*** Material for the task Section Begins ***
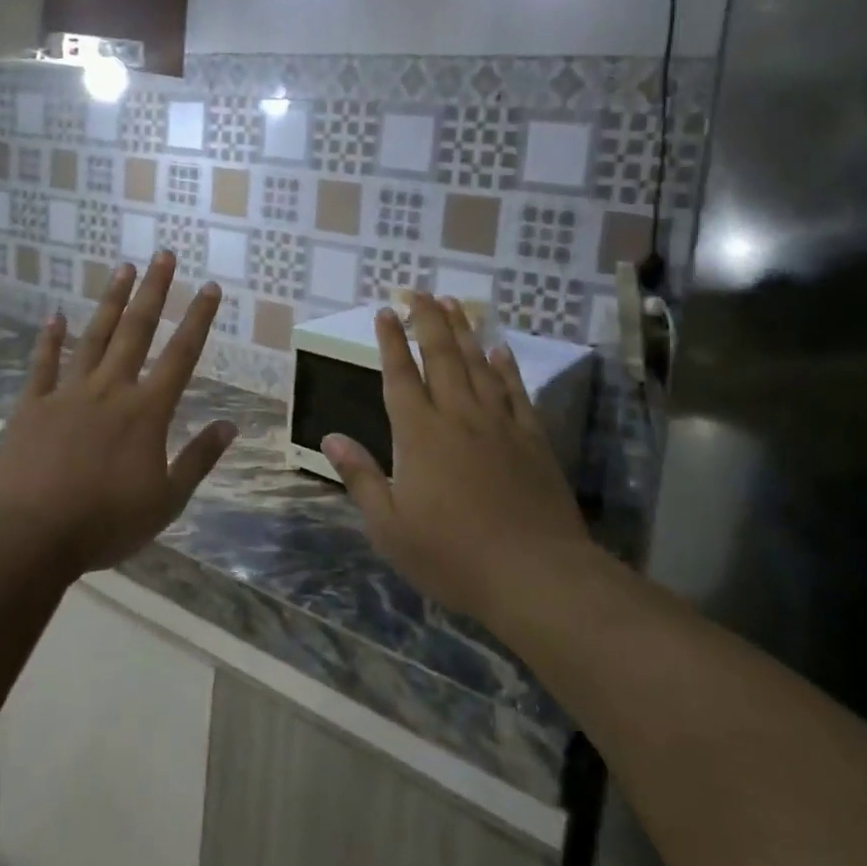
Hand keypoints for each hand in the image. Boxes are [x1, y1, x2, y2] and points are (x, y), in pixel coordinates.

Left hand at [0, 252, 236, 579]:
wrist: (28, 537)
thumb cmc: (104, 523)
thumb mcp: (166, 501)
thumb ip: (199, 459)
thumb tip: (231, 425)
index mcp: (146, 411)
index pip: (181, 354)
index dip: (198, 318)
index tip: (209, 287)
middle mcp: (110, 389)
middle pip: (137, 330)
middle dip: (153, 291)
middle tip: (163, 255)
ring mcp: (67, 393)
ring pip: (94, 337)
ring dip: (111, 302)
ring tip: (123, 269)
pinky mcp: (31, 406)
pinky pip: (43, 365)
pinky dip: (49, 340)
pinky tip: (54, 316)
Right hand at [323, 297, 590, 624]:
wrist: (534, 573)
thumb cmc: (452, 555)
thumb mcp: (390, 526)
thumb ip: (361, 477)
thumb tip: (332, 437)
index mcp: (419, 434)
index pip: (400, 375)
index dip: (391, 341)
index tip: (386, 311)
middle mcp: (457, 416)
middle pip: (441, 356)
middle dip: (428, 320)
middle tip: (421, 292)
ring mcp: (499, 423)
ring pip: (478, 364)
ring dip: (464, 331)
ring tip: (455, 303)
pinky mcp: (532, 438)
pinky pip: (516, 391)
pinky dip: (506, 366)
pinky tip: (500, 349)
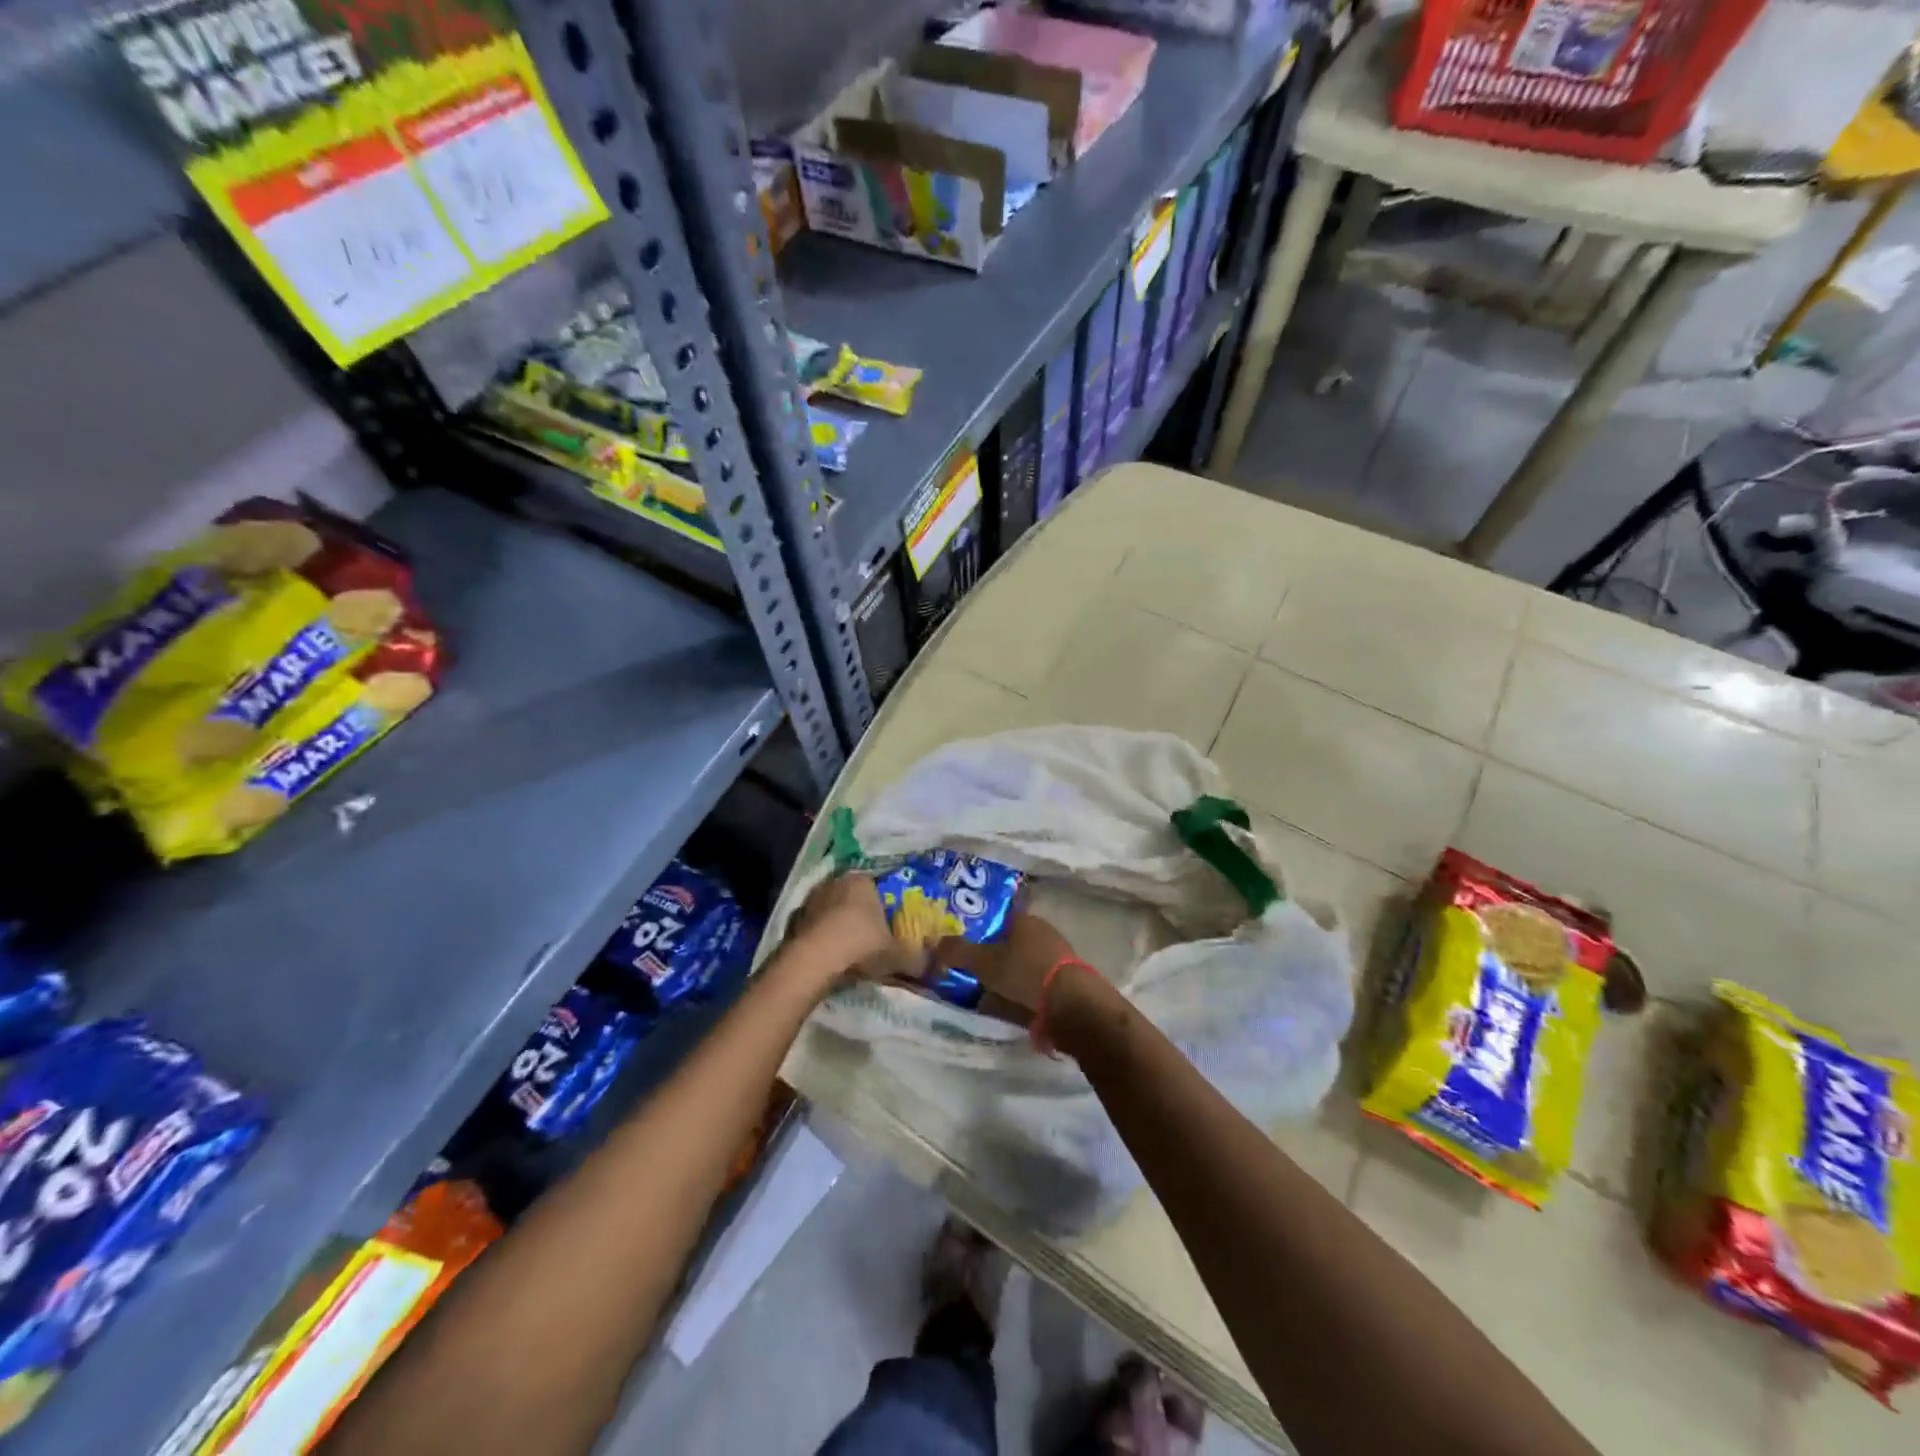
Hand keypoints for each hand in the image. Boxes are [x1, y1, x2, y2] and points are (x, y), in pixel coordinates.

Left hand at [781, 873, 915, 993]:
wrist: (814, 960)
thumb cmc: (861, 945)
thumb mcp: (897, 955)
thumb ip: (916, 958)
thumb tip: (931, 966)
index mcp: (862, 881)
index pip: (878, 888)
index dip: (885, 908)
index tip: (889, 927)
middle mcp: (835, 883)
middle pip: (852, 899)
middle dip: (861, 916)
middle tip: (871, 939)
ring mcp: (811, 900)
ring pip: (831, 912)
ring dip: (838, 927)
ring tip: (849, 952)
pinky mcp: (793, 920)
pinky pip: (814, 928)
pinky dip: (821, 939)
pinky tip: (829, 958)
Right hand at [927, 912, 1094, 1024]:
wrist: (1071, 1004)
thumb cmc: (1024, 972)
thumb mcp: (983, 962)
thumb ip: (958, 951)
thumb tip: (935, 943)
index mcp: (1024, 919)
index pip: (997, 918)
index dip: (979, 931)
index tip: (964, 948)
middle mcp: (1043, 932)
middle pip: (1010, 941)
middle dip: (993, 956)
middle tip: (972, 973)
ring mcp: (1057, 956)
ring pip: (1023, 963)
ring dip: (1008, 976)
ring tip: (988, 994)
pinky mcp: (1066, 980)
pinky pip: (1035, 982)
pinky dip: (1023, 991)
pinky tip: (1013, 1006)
*** Material for the task Section Ends ***
*** Material for the task Section Begins ***
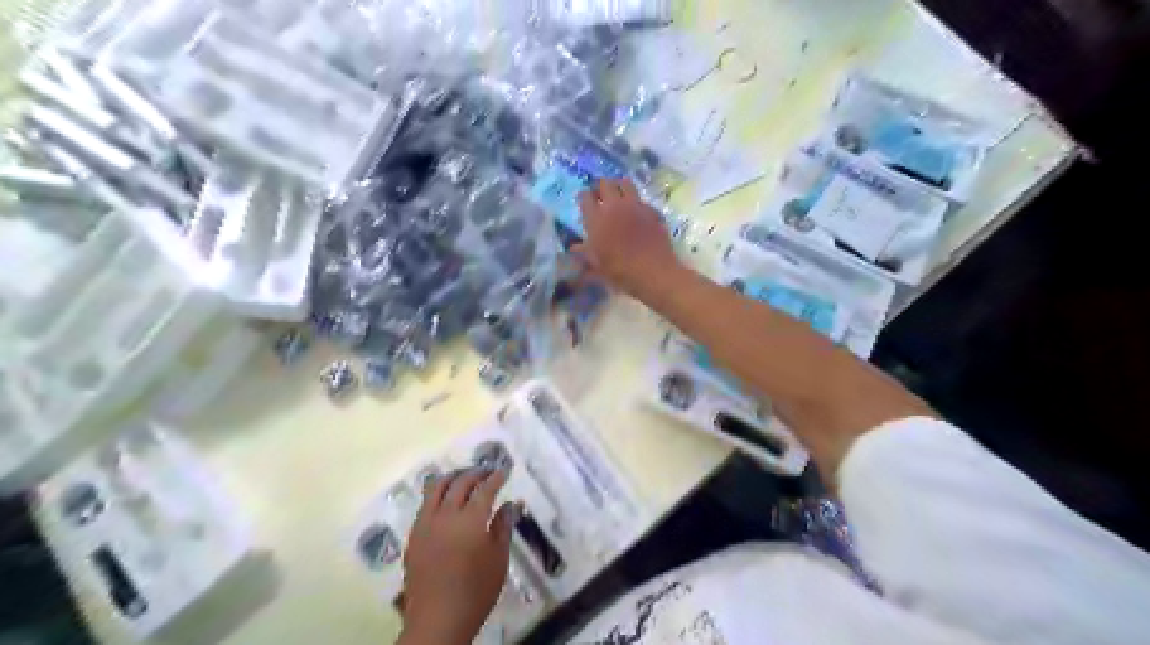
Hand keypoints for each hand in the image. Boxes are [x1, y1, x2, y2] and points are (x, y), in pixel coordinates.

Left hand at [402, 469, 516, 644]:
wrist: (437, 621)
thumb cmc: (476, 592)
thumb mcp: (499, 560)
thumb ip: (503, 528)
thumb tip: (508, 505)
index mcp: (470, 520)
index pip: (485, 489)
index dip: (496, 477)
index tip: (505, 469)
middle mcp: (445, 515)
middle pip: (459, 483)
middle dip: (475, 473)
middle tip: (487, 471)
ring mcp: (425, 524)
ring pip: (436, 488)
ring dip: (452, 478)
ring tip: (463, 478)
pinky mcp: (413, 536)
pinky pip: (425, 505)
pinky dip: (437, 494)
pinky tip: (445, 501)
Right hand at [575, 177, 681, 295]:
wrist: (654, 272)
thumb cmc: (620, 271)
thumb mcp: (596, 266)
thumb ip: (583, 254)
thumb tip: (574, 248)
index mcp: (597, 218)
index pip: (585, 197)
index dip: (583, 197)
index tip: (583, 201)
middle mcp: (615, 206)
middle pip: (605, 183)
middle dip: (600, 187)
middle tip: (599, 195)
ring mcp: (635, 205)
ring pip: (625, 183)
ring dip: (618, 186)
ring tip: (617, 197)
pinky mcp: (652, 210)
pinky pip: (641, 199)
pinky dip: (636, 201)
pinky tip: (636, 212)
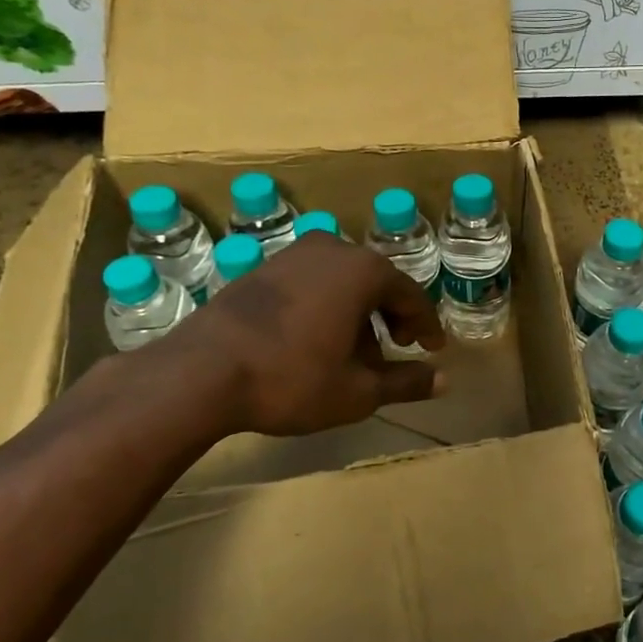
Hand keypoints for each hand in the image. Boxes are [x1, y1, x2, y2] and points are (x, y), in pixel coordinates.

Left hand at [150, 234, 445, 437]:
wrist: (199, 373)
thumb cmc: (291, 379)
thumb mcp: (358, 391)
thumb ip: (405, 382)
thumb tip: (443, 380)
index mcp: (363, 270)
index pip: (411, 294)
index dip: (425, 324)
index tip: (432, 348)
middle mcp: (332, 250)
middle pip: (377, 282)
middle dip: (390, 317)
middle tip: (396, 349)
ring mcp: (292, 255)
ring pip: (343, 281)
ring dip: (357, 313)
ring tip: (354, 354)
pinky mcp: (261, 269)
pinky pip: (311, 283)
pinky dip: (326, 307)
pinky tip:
*** Material for the task Section Ends ***
▶ [Problem to work on]: All lines above from the one with "ring pip: (831, 912)" to the one with "pinky tip: (1013, 1006)", inclusive, should be copied exactly, and no other lines.

▶ [Exercise output]:
ring pip: (831, 912)
ring dip: (838, 927)
ring tip: (849, 952)
pinky mcp: (793, 920)
pinky pip: (814, 928)
pinky dip: (821, 939)
pinky tip: (829, 958)
Right hand at [927, 912, 1094, 1024]:
wrist: (1071, 1004)
thumb cmc: (1024, 972)
thumb mcp: (983, 962)
thumb ip: (958, 951)
thumb tip: (935, 943)
index mcp: (1024, 919)
index pip: (997, 918)
index dip: (979, 931)
index tip: (964, 948)
middle mcp: (1043, 932)
middle pip: (1010, 941)
middle dip: (993, 956)
middle tip: (972, 973)
ring mcp: (1057, 956)
ring pip: (1023, 963)
ring dip: (1008, 976)
ring tip: (988, 994)
pinky mcp: (1066, 980)
pinky pip: (1035, 982)
pinky dip: (1023, 991)
pinky tip: (1013, 1006)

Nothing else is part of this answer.